_What you are asked to do_
Restate each record below word for word, skipping images.

=== Extracted material ===

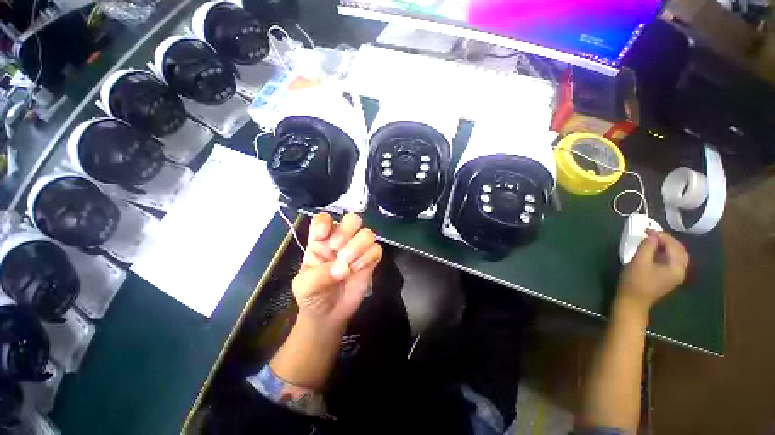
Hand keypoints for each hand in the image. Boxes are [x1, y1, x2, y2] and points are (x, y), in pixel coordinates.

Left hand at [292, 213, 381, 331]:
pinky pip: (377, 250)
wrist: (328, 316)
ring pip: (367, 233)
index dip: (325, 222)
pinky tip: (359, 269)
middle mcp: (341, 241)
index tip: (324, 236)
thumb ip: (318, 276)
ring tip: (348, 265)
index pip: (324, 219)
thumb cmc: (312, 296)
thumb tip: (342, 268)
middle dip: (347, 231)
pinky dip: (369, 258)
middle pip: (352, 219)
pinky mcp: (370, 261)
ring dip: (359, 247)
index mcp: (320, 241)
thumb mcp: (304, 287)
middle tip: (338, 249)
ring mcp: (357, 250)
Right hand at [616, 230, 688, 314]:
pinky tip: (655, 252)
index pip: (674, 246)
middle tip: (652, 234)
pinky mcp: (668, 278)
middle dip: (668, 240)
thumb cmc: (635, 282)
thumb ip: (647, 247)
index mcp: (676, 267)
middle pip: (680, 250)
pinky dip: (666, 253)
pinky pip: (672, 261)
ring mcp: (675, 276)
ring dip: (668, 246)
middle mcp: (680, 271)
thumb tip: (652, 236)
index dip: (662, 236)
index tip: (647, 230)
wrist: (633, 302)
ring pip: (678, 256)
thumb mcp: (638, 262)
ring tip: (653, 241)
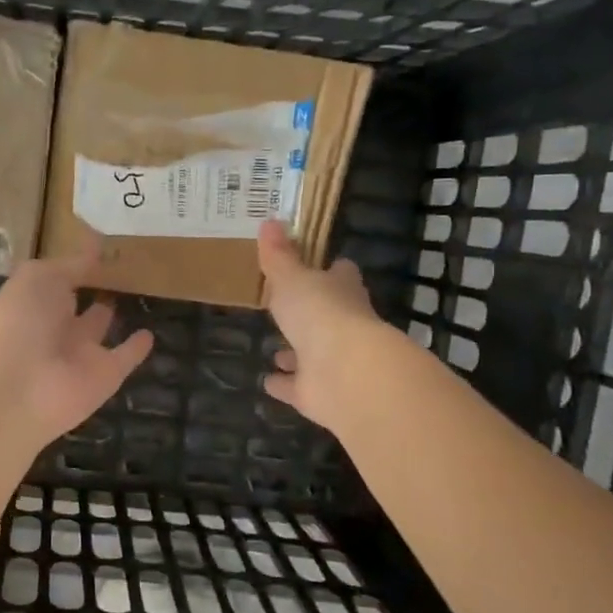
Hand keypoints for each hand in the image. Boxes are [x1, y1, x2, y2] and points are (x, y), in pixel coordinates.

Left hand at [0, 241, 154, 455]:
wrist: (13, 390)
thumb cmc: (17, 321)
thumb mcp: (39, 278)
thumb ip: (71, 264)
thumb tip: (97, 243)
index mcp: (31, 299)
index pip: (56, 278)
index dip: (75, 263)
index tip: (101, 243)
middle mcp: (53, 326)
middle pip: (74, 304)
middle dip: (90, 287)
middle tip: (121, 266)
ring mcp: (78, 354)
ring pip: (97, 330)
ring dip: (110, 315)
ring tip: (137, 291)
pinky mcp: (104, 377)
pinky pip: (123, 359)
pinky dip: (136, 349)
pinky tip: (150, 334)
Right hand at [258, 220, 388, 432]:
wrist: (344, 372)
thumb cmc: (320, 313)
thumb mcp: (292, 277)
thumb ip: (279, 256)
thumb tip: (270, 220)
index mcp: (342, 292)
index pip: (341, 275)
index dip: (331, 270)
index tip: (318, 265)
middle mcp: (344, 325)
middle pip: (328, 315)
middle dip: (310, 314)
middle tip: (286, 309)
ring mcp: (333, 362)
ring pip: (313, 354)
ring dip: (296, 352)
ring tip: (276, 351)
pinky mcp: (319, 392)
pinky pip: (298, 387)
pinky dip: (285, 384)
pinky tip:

===

_Solution to the problem_
Hand keypoints for each hand in the image. Boxes are [x1, y1, x2, y2] and points are (x, y), in pixel coordinates.

Left hand at [292, 213, 381, 331]:
pinky pip: (377, 250)
wrist: (328, 316)
ring pip: (367, 233)
index dip: (325, 222)
pinky tip: (359, 269)
middle mcp: (341, 241)
index tip: (324, 236)
thumb ip: (318, 276)
ring tip: (348, 265)
index pip: (324, 219)
thumb cmc: (312, 296)
thumb tip: (342, 268)
middle dip: (347, 231)
pinky dip: (369, 258)
middle pip: (352, 219)
pinky mcp: (370, 261)
ring dip: (359, 247)
index mcp: (320, 241)
thumb mcp: (304, 287)
middle tip: (338, 249)
ring mcp: (357, 250)
Right hand at [616, 230, 688, 314]:
pinky tip: (655, 252)
index pip: (674, 246)
middle tip: (652, 234)
pinky mcp: (668, 278)
middle dip: (668, 240)
thumb cmc: (635, 282)
thumb ip: (647, 247)
index mcp: (676, 267)
middle pip: (680, 250)
pinky dip: (666, 253)
pinky pip: (672, 261)
ring mcp: (675, 276)
ring dip: (668, 246)
middle mcp: (680, 271)
thumb tip: (652, 236)
index dip: (662, 236)
index tip: (647, 230)
wrist: (633, 302)
ring pip: (678, 256)
thumb mcp: (638, 262)
ring tip: (653, 241)
Hand keypoints for each hand in the image. Boxes are [x1, y1, x2, y2] and points are (x, y), in pixel coordinates.

Left hand at [0, 241, 154, 455]:
wrist: (13, 390)
thumb cmc: (17, 321)
thumb mcp: (39, 278)
thumb ip: (71, 264)
thumb tip: (97, 243)
index mcp: (31, 299)
index pip: (56, 278)
index dip: (75, 263)
index tip: (101, 243)
middle mcp: (53, 326)
middle pip: (74, 304)
middle dip: (90, 287)
middle tip: (121, 266)
ring mcp: (78, 354)
ring pip: (97, 330)
ring dip: (110, 315)
ring tip: (137, 291)
pinky mcp: (104, 377)
pinky pip: (123, 359)
pinky dip: (136, 349)
pinky tip: (150, 334)
Right hand at [258, 220, 388, 432]:
wrist: (344, 372)
thumb cmc: (320, 313)
thumb mcp: (292, 277)
thumb ip: (279, 256)
thumb tip: (270, 220)
index mcp: (342, 292)
index pip: (341, 275)
index dip: (331, 270)
index tip: (318, 265)
middle mcp: (344, 325)
middle pip: (328, 315)
middle dip: (310, 314)
middle tip: (286, 309)
ring mcp: (333, 362)
ring pip: (313, 354)
ring dip: (296, 352)
ring tip: (276, 351)
pinky mcp: (319, 392)
pinky pip: (298, 387)
pinky dip: (285, 384)
pinky tip:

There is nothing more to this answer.